Un usuario de Reddit, recordando sus días en una empresa de envíos en Nueva York, contó cómo devolvía los faxes publicitarios no deseados enviándoles miles de páginas a los vendedores hasta que le rogaban que parara. Y otro, con todo el humor latino, sugirió: “¿Por qué no mandas una lechuza mensajera, como en Harry Potter?” – porque, si de creatividad se trata, en Latinoamérica siempre encontramos una solución que mezcle ingenio y picardía.

Y no faltaron los que aprovecharon para reírse de la obsesión de ciertas industrias (como la médica) por seguir usando fax en plena era digital. Como bien decían en los comentarios: “En Estados Unidos y Japón todavía creen que el fax es más seguro que el correo electrónico”. Aquí, en cambio, la mayoría ya prefiere el WhatsApp para todo, hasta para pedir vacaciones.

¿Y tú, qué harías si estuvieras en los zapatos de Ricardo?

Esta historia es el perfecto ejemplo de cómo cumplir con las reglas al pie de la letra puede ser un arma de doble filo… especialmente cuando la paciencia se agota y el sentido del humor entra en escena.
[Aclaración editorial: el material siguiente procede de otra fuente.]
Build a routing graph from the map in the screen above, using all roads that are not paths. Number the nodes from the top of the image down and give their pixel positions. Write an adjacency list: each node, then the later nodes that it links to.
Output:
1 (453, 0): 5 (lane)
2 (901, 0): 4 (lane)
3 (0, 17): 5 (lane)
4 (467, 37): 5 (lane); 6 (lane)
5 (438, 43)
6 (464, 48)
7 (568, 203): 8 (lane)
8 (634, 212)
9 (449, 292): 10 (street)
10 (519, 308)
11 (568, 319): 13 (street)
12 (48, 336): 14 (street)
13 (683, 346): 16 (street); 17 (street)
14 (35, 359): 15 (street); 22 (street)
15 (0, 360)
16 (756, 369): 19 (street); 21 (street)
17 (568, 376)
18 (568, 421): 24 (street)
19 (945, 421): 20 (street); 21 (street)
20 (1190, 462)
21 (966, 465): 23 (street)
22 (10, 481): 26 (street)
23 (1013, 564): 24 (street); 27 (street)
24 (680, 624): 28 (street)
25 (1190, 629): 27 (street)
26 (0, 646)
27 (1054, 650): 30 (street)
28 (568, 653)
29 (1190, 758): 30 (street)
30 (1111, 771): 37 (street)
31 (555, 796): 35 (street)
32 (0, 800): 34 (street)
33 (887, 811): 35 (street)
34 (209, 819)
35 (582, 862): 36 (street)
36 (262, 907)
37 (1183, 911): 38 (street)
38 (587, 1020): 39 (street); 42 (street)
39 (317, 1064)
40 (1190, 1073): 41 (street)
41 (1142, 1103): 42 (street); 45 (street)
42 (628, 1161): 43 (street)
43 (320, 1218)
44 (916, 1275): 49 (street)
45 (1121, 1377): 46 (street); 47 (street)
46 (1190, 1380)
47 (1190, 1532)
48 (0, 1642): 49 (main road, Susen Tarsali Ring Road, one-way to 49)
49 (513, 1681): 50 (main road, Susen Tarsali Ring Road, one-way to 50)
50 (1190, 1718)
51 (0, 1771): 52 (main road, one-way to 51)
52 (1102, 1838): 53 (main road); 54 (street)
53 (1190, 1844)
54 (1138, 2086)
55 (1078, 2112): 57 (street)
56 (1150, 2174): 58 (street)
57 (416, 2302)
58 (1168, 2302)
En Latinoamérica, sabemos bien que la burocracia puede ser un monstruo de mil cabezas, pero también que la creatividad y el sarcasmo son nuestros mejores aliados para sobrevivir en la oficina.

¿Alguna vez te tocó vivir algo parecido? ¿Te has visto en la tentación de aplicar “cumplimiento malicioso” para sobrevivir al absurdo burocrático? Cuéntanos tu anécdota en los comentarios y comparte este relato con ese compañero que siempre manda los archivos al grupo equivocado o que jura que “el sistema se cayó”.

Porque, al final, todos tenemos un poco de Ricardo en el alma… y un fax a mano, por si las dudas.